I too have a set of Buck Bros chisels and they have worked very well,have had them for about 30 years or more

But I don't use them daily,if I did I might find some better ones but not really sure there are any that much better, it's back to the perceived value, yup I paid 5 times as much so they have to be better


----------



## GeorgeC (Jul 30, 2008)

adpostel said:


> :laugh2::laugh2::laugh2:
> 
> Bwahahahaha!!! That's a good one! And the fact that I don't really like mediocre tools is my side of the dilema, lol..... I guess it's just one of those things that you have to bite the, proverbial, bullet on....
> 
> Dang internet makes me wonder how the fine woodcraftsmen of yester-year did it? They didn't even have a Woodcraft, Rockler, Lee Valley, etc....
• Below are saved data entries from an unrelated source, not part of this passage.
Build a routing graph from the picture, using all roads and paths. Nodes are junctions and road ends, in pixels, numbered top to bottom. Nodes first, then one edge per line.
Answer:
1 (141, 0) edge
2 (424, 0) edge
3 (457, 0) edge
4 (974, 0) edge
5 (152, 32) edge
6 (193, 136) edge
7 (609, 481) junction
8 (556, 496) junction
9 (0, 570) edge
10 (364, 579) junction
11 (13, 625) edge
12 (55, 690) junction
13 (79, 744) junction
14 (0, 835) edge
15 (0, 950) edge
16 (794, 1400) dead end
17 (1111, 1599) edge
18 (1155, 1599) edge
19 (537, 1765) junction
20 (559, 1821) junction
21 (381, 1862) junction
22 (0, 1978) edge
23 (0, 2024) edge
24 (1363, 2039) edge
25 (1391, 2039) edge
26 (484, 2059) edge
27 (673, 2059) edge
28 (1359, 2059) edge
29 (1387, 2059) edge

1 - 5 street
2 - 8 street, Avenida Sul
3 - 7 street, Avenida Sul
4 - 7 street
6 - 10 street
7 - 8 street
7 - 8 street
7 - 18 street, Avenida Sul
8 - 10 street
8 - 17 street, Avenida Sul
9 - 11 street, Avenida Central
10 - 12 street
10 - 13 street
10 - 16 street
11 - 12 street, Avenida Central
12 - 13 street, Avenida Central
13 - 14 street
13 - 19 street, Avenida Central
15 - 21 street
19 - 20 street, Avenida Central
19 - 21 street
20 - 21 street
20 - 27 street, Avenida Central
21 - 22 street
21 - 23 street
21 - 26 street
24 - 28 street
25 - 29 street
They did not fall in love with the quality of their tools and get upset when they could not afford the absolutely best. Their mentality was to create good work with whatever tools they were able to obtain. 

George


----------



## adpostel (Nov 30, 2017)

GeorgeC said:


> They did not fall in love with the quality of their tools and get upset when they could not afford the absolutely best. Their mentality was to create good work with whatever tools they were able to obtain.
> 
> George


George, while I will agree with your statement, we have to take into account that they, ALSO, didn't have the vast selection, or improved technology of tools we have to choose from. I would venture to say, OTHER than, maybe, a hammer, there isn't one single tool that hasn't been upgraded/improved over the years. Technology and Information has created a whole new market for tools, specifically. 

My decisions in tool purchasing hinges on 2 main things, Quality and efficiency (will it help me get something done faster?) With work and kids these days, the time I get to spend in the shop is becoming less and less. And while I am not willing to give up, I try to choose tools that will save me time over the long run. 
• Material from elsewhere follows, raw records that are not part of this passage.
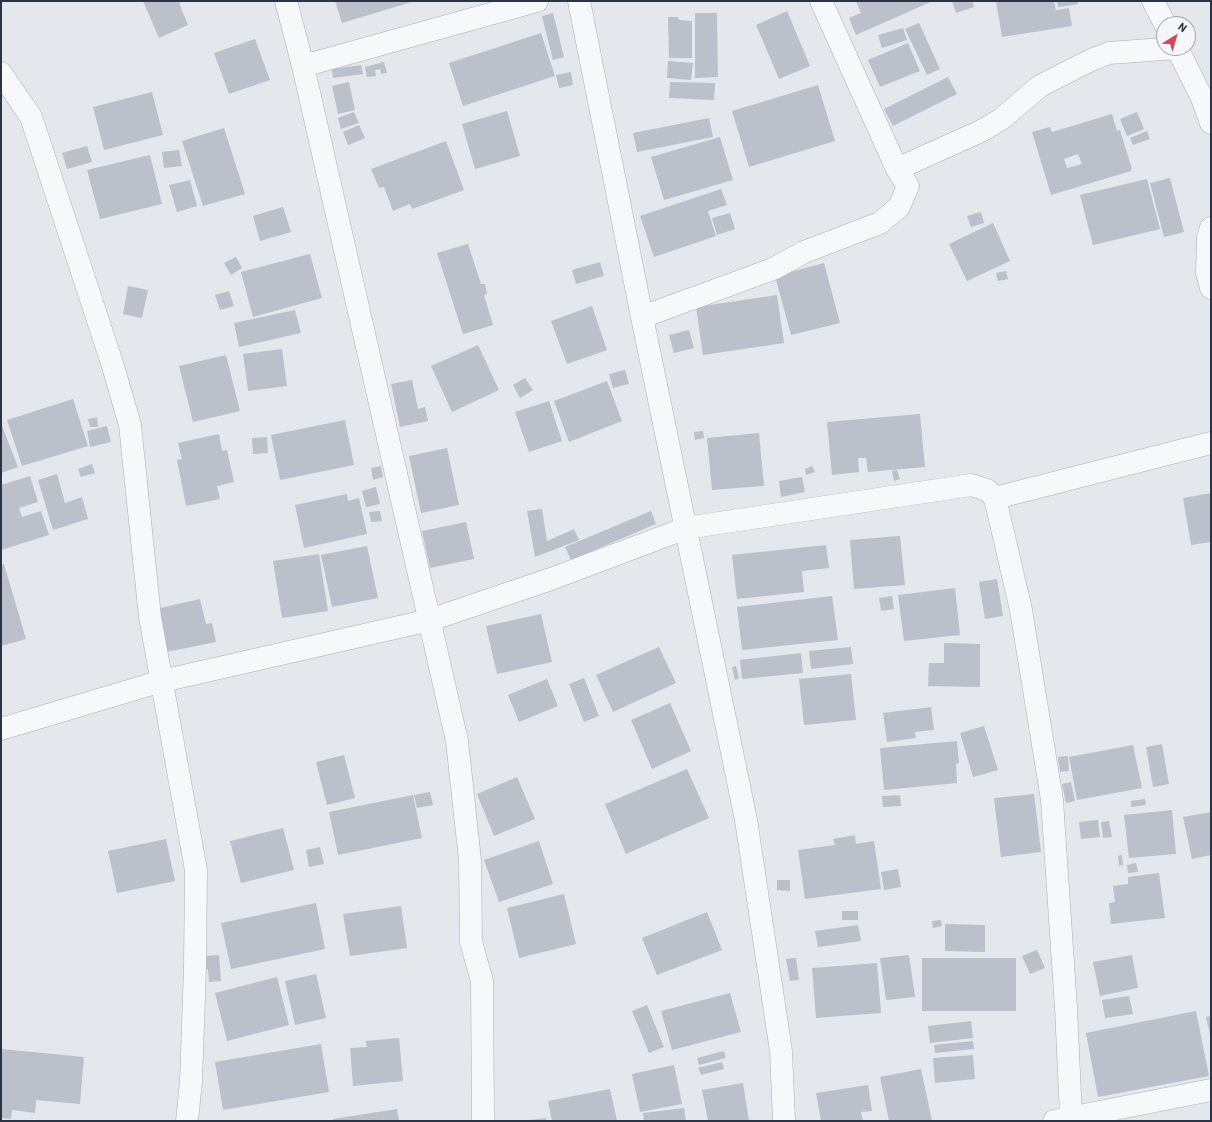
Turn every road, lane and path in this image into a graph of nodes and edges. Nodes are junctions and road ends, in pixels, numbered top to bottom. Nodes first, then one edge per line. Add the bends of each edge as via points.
1 (286, 1) edge
2 (537, 1) edge
3 (579, 1) edge
4 (821, 1) edge
5 (1153, 1) edge
6 (1161, 16) edge
7 (1156, 50) edge
8 (1181, 56) edge
9 (303, 66) junction
10 (1, 73) edge
11 (1211, 124) edge
12 (896, 169) junction
13 (1211, 228) edge
14 (1211, 288) edge
15 (642, 317) junction
16 (1211, 443) edge
17 (995, 498) junction
18 (686, 528) junction
19 (430, 620) junction
20 (162, 682) junction
21 (1, 729) edge
22 (1211, 1090) edge
23 (1062, 1119) edge
24 (187, 1121) edge
25 (483, 1121) edge
26 (784, 1121) edge

1 - 9 street
2 - 9 street
3 - 15 street
4 - 12 street
5 - 6 street
7 - 12 street via 1110,53 1091,60 1040,86 988,127
8 - 11 street via 1202,98
9 - 19 street
10 - 20 street via 31,117 130,425 150,617
12 - 15 street via 908,186 899,207 880,223 804,252 773,268
13 - 14 street via 1208,238 1207,273
15 - 18 street
16 - 17 street
17 - 18 street via 987,490 971,485
17 - 23 street via 1021,610 1052,800 1066,1008
18 - 19 street via 551,579
18 - 26 street via 746,820 781,1051
19 - 20 street
19 - 25 street via 457,741 470,860 471,942 482,981
20 - 21 street
20 - 24 street via 196,870 195,967
22 - 23 street

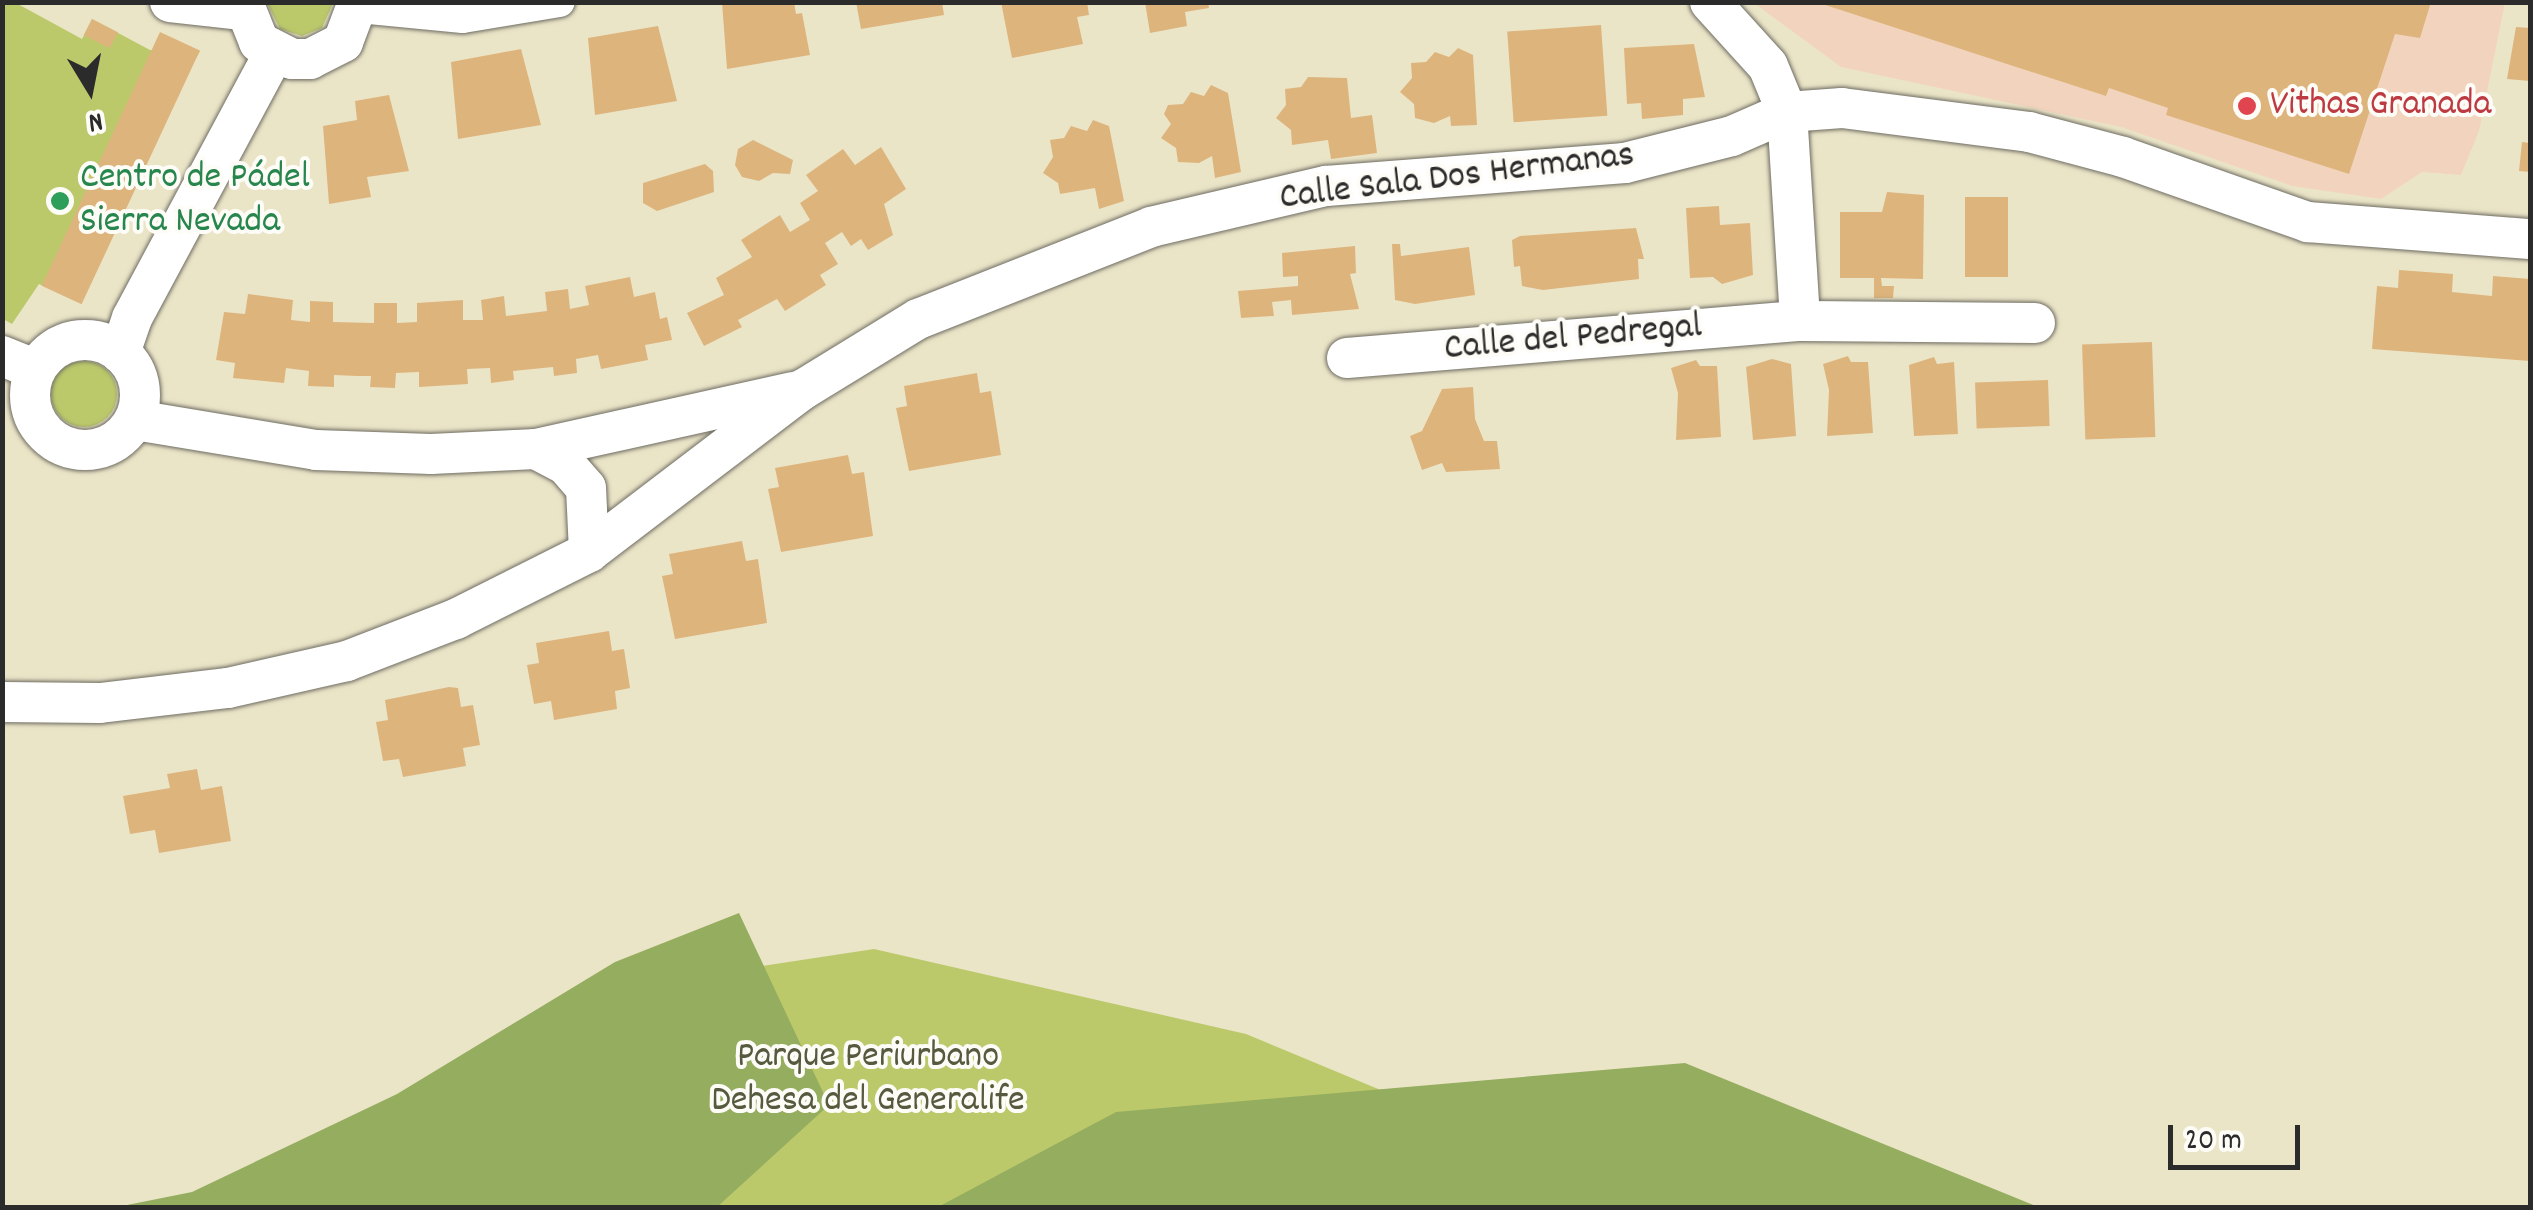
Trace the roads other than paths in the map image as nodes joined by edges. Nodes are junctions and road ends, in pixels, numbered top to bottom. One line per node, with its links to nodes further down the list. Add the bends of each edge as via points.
1 (170, 2): 5 (street)
2 (560, 2): 4 (street, via 463,18)
3 (1710, 2): 7 (street, via 1768,66)
4 (358, 5): 6 (street, via 354,26 328,52 292,59)
5 (243, 6): 6 (street, via 258,42)
6 (274, 53): 11 (street, via 132,318)
7 (1787, 112): 8 (street, Calle Sala Dos Hermanas, via 1842,108 2029,132 2123,157 2308,222); 9 (street); 14 (street, Calle Sala Dos Hermanas, via 1732,136 1626,162 1326,186 1151,227 918,319)
8 (2530, 238)
9 (1800, 321): 10 (street, Calle del Pedregal); 12 (street, Calle del Pedregal)
10 (2035, 323)
11 (120, 353): 13 (street, via 76,340); 15 (street, via 138,378)
12 (1347, 358)
13 (19, 362): 15 (street, via 32,415 64,447 110,446)
14 (802, 390): 16 (street); 17 (street, Calle Sala Dos Hermanas)
15 (136, 420): 16 (street, via 316,450)
16 (536, 449): 17 (street, via 566,464 586,488)
17 (589, 552): 18 (street, Calle Sala Dos Hermanas, via 456,619 347,660 210,690 100,703)
18 (2, 702)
That being said, I am starting to realize that chisels, planes and sharpening systems for woodworking tools are some of the foundations of fine woodworking. I would rather buy the quality once, so I don't have to spend time looking for new ones next month, or year.


----------



## P89DC (Sep 25, 2017)

adpostel said:


> ... I guess I have to go with the Veritas honing guide and a DMT fine/extra fine diamond stone.


I have several diamond plate sharping "stones" and I can't get the real sharp, hair-shaving edge I want. I have 600 1200 and 6000 grit Japanese water stones. I also have a green 220 to flatten stones and backsides of chisels and plane blades. With that set-up I can shave arm hair after honing. I even get the little wire tail after honing (thanks to the Veritas guide!). 

No matter the cost, sharp blades are the key to success. More expensive blades keep an edge longer but some of the fancy steels are very difficult to sharpen (A2). My low cost Marples are made of tool steel. Because of that they sharpen easily and hold their edge plenty long for my needs.


----------



## FrankC (Aug 24, 2012)

Unless you never allow anyone else in your shop you need two sets of chisels, a cheap set out in the open that others can use to open paint cans, scrape gaskets, or what ever else they look to be handy for, and a good set hidden away that only you know about.


----------



## Roybrew (Nov 2, 2016)

FrankC said:


> Unless you never allow anyone else in your shop you need two sets of chisels, a cheap set out in the open that others can use to open paint cans, scrape gaskets, or what ever else they look to be handy for, and a good set hidden away that only you know about.


Your not supposed to use them as gasket scrapers?!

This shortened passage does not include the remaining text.